▶ _YOUR TASK_:
Report every line of the records beneath this task that holds the string "mouth".

=== LISTED ENTRIES ===

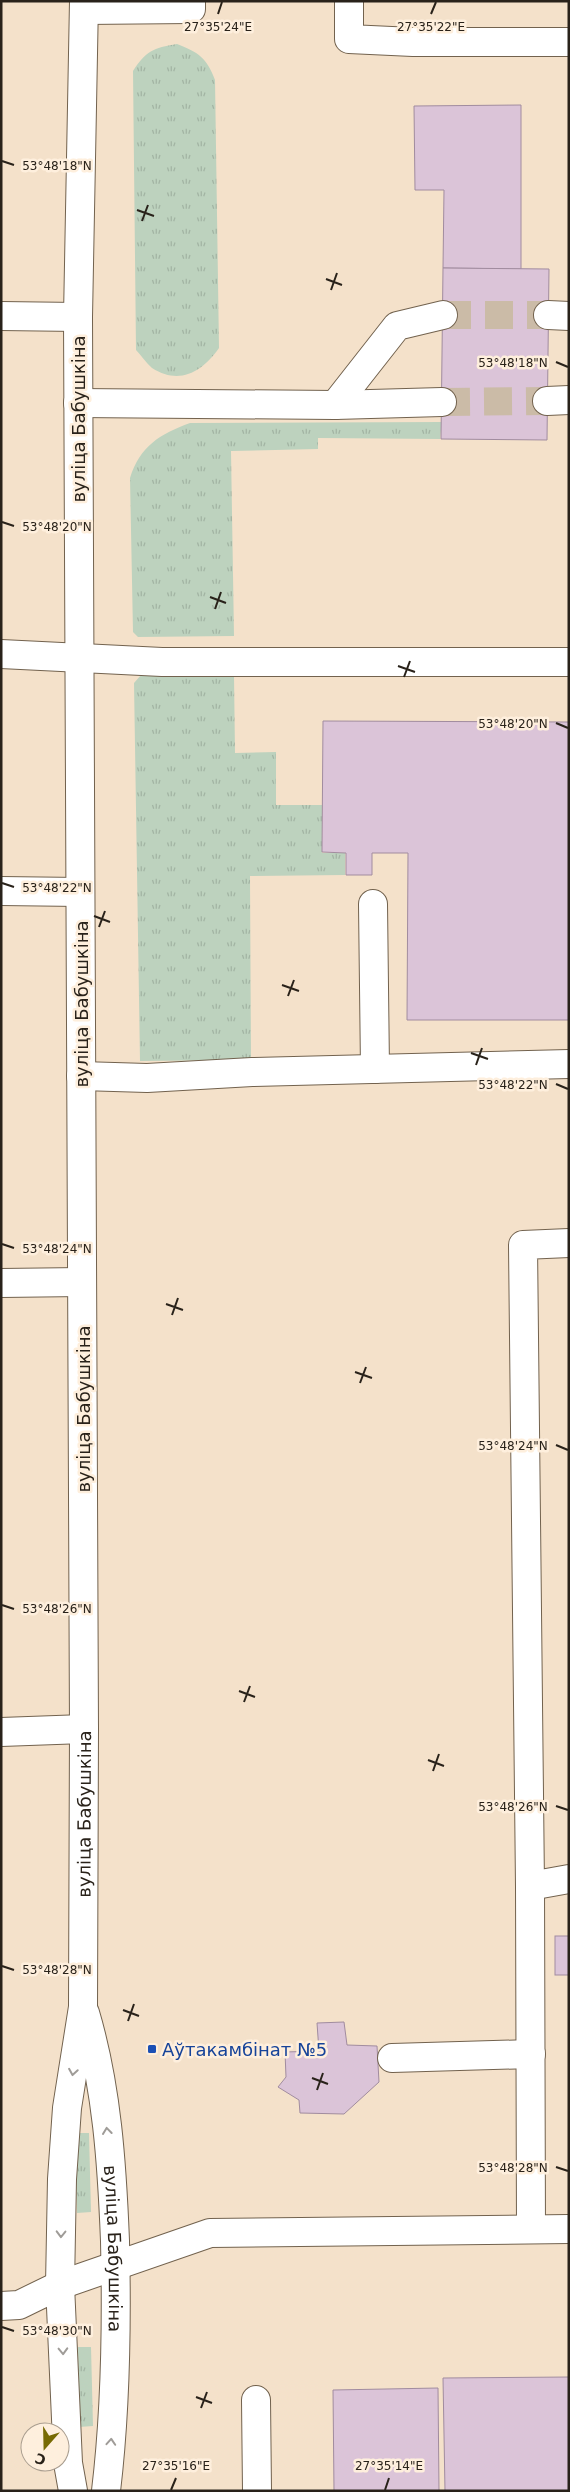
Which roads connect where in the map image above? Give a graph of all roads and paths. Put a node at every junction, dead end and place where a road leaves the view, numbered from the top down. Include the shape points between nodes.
1 (191, 1) edge
2 (349, 1) edge
3 (84, 6) edge
4 (569, 42) edge
5 (1, 316) edge
6 (443, 316) tunnel mouth
7 (78, 317) junction
8 (442, 402) tunnel mouth
9 (78, 404) junction
10 (335, 405) junction
11 (1, 654) edge
12 (79, 657) junction
13 (569, 662) edge
14 (1, 891) edge
15 (80, 892) junction
16 (373, 904) dead end
17 (569, 1064) edge
18 (374, 1069) junction
19 (81, 1076) junction
20 (569, 1243) edge
21 (82, 1282) junction
22 (1, 1283) edge
23 (84, 1729) junction
24 (1, 1732) edge
25 (569, 1879) edge
26 (530, 1886) junction
27 (83, 2007) junction
28 (531, 2054) junction
29 (392, 2058) dead end
30 (531, 2229) junction
31 (569, 2229) edge
32 (115, 2267) junction
33 (60, 2285) junction
34 (1, 2306) edge
35 (256, 2400) dead end
36 (73, 2491) edge
37 (106, 2491) edge
38 (257, 2491) edge

1 - 3 street via 191,9
2 - 4 street via 349,39
3 - 7 street, вуліца Бабушкіна
5 - 7 street
6 - 10 street via 396,326
7 - 9 street, вуліца Бабушкіна
8 - 10 street
9 - 10 street
9 - 12 street, вуліца Бабушкіна
11 - 12 street
12 - 13 street via 162,662
12 - 15 street, вуліца Бабушкіна
14 - 15 street
15 - 19 street, вуліца Бабушкіна
16 - 18 street
17 - 18 street
18 - 19 street via 147,1078
19 - 21 street, вуліца Бабушкіна
20 - 26 street via 523,1244
21 - 22 street
21 - 23 street, вуліца Бабушкіна
23 - 24 street
23 - 27 street, вуліца Бабушкіна
25 - 26 street
26 - 28 street
32 -> 27 street, вуліца Бабушкіна via 111,2168 97,2053
27 -> 33 street, вуліца Бабушкіна via 67,2108
28 - 29 street
28 - 30 street
30 - 31 street
30 - 32 street via 210,2232
32 - 33 street
37 -> 32 street, вуліца Бабушкіна via 116,2381
33 - 34 street via 20,2305
33 -> 36 street, вуліца Бабушкіна via 68,2463
35 - 38 street

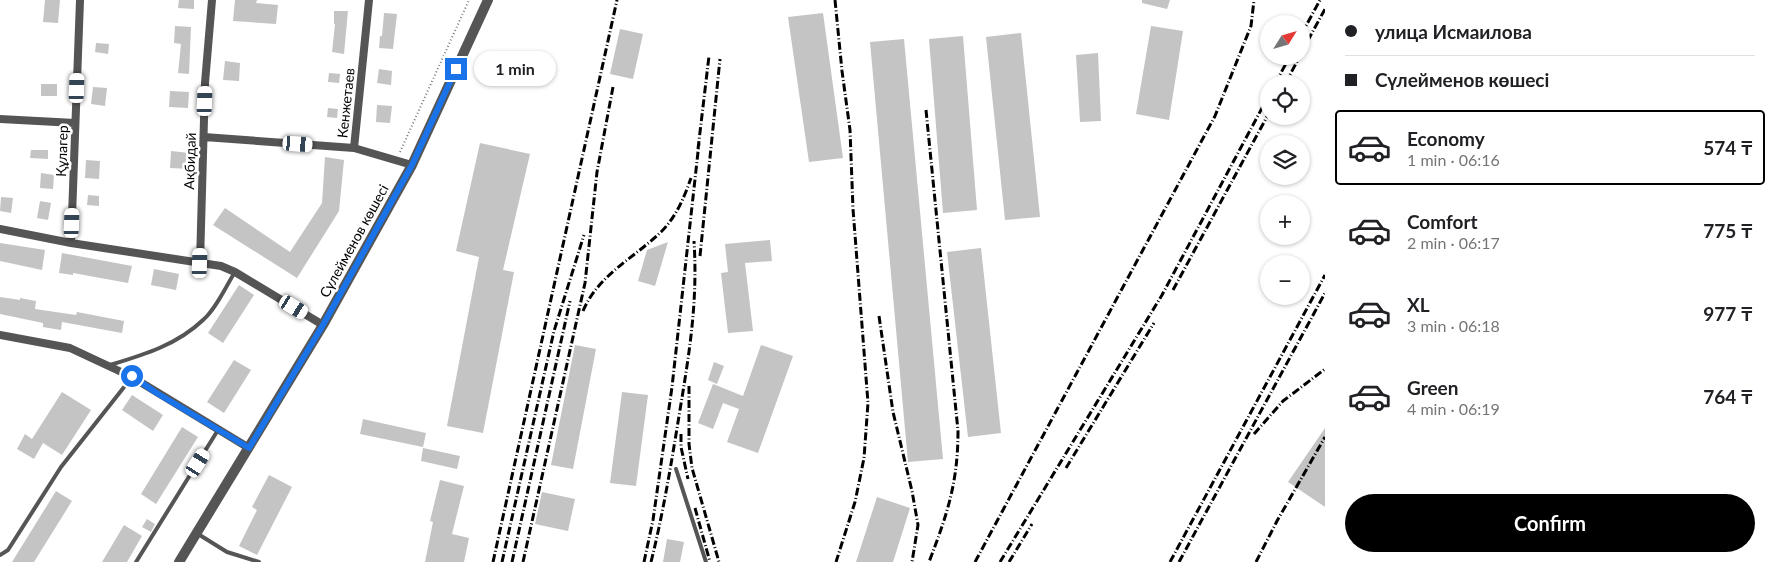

===

▶ _TASK ANSWER_:
6 (443, 316) tunnel mouth
8 (442, 402) tunnel mouth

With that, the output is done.